*** Opening Given entries ***

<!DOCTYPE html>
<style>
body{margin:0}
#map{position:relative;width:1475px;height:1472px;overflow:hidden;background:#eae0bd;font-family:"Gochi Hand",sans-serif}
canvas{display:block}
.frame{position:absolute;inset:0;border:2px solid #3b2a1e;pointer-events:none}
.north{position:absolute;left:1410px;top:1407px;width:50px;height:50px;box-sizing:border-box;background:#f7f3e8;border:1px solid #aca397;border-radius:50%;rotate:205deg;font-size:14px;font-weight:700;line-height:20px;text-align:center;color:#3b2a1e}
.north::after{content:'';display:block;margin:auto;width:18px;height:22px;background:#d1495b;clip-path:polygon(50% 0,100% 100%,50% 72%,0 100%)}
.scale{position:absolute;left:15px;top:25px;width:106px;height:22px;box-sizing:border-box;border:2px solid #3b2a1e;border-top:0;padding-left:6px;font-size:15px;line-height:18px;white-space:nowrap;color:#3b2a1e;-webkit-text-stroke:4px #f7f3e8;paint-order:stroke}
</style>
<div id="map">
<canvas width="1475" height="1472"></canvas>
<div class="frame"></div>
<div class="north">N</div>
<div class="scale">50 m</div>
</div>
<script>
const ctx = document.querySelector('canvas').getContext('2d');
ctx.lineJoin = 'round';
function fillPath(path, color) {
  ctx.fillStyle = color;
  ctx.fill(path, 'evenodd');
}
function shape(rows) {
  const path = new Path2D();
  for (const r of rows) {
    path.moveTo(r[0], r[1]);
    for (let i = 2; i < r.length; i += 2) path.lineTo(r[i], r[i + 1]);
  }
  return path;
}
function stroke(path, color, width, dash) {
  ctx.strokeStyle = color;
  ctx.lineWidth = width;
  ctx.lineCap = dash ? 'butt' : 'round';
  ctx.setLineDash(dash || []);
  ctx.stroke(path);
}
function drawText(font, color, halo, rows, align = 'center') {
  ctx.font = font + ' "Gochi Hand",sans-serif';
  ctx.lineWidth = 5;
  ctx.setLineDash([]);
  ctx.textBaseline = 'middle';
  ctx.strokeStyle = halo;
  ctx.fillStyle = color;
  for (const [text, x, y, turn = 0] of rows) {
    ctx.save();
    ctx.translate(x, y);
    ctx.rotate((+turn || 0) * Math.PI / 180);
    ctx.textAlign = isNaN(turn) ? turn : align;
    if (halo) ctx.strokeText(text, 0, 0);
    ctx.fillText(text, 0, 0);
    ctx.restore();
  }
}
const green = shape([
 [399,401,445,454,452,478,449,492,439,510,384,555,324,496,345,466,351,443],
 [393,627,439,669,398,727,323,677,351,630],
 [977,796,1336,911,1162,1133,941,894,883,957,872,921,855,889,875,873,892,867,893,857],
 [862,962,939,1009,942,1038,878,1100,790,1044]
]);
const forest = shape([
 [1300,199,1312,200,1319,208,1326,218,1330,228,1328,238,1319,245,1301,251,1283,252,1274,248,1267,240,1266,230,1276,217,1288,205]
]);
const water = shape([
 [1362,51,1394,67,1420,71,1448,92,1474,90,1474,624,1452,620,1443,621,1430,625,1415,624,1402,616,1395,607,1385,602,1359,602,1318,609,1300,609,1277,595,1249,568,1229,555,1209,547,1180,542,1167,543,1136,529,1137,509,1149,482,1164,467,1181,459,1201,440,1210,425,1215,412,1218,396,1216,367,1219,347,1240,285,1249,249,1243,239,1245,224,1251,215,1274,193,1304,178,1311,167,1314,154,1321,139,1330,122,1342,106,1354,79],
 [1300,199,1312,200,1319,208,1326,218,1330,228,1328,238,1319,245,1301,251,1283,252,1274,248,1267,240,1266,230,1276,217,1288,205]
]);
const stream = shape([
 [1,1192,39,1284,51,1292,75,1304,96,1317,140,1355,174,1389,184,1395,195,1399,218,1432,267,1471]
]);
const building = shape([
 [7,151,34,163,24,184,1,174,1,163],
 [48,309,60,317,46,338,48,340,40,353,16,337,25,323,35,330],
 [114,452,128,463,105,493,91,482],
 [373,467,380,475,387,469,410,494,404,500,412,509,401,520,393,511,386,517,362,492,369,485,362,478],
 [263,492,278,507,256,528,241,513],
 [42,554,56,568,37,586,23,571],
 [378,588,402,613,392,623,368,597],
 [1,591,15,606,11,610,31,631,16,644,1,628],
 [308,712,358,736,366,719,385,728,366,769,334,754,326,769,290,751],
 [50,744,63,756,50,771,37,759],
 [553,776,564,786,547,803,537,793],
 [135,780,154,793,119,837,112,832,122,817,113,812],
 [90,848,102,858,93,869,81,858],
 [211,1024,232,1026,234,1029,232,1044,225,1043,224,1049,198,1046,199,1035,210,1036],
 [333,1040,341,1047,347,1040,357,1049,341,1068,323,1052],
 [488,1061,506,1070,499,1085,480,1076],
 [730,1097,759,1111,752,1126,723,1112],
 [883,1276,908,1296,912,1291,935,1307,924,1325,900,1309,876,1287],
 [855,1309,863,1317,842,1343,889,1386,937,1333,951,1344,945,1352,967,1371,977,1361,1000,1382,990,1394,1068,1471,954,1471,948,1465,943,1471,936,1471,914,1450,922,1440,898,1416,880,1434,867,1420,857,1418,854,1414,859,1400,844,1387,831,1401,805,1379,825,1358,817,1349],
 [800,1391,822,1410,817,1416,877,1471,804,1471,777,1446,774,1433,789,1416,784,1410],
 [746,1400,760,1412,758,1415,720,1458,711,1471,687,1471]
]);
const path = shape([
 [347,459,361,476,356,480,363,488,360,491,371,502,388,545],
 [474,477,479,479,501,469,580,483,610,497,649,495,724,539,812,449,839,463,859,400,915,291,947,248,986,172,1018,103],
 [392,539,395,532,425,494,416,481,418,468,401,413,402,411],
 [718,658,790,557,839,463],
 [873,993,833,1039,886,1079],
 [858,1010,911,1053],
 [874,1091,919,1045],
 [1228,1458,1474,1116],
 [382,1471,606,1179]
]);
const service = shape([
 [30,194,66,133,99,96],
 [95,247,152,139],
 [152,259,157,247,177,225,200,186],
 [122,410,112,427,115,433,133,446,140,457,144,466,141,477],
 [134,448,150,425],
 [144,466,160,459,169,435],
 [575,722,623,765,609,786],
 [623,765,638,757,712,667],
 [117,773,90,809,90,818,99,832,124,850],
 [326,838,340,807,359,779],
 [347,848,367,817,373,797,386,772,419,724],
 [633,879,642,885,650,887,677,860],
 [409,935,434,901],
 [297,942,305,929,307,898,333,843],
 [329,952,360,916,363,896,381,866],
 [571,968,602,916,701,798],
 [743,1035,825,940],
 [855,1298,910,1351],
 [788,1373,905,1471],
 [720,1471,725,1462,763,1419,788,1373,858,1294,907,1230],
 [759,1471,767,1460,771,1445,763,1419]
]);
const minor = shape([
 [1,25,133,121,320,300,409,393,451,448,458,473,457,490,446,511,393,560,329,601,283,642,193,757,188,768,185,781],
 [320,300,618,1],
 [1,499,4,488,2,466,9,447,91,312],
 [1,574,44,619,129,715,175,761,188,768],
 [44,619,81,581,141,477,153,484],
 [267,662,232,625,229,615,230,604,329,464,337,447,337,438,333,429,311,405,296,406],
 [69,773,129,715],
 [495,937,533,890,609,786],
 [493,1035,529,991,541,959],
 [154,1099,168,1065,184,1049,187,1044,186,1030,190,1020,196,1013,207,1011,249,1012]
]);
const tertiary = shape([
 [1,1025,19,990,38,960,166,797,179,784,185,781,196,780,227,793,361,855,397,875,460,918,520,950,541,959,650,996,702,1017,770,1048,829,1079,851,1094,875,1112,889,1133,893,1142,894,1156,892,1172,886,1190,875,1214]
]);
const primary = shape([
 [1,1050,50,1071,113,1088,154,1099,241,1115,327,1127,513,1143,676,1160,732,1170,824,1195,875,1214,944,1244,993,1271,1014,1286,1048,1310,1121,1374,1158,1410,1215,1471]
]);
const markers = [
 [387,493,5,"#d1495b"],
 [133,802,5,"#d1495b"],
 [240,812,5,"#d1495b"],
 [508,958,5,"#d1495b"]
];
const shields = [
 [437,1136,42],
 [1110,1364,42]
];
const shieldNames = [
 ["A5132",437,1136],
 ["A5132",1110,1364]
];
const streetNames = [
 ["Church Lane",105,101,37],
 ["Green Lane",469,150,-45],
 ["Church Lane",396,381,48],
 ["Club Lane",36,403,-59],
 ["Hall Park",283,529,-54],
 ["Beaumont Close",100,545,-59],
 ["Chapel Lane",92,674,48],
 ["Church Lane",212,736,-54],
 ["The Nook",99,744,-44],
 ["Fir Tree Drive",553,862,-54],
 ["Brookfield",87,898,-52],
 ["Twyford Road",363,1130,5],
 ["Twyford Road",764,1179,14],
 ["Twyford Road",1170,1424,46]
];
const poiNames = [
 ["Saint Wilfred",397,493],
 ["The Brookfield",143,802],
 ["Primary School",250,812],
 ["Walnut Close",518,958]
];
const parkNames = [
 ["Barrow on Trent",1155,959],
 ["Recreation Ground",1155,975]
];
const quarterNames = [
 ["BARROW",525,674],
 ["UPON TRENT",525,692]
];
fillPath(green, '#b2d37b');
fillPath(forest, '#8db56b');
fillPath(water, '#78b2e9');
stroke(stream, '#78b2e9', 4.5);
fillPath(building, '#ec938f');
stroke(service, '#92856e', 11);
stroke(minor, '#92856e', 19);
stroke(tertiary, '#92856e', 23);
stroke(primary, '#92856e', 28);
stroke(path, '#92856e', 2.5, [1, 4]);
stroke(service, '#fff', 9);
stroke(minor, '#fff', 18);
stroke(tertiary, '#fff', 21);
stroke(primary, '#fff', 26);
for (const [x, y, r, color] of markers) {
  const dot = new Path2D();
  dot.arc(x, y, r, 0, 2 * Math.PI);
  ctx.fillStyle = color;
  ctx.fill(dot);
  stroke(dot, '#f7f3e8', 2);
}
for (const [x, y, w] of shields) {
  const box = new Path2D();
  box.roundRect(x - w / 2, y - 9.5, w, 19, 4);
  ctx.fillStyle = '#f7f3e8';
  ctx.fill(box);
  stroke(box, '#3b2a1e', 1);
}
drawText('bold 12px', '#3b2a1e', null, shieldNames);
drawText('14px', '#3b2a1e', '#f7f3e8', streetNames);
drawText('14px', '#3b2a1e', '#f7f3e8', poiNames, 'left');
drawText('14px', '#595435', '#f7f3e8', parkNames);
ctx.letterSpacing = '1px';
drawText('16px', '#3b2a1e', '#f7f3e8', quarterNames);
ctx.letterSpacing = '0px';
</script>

*** Closing Given entries ***

In the entries above, find each line containing the string "Math" and copy it.

    ctx.rotate((+turn || 0) * Math.PI / 180);
  dot.arc(x, y, r, 0, 2 * Math.PI);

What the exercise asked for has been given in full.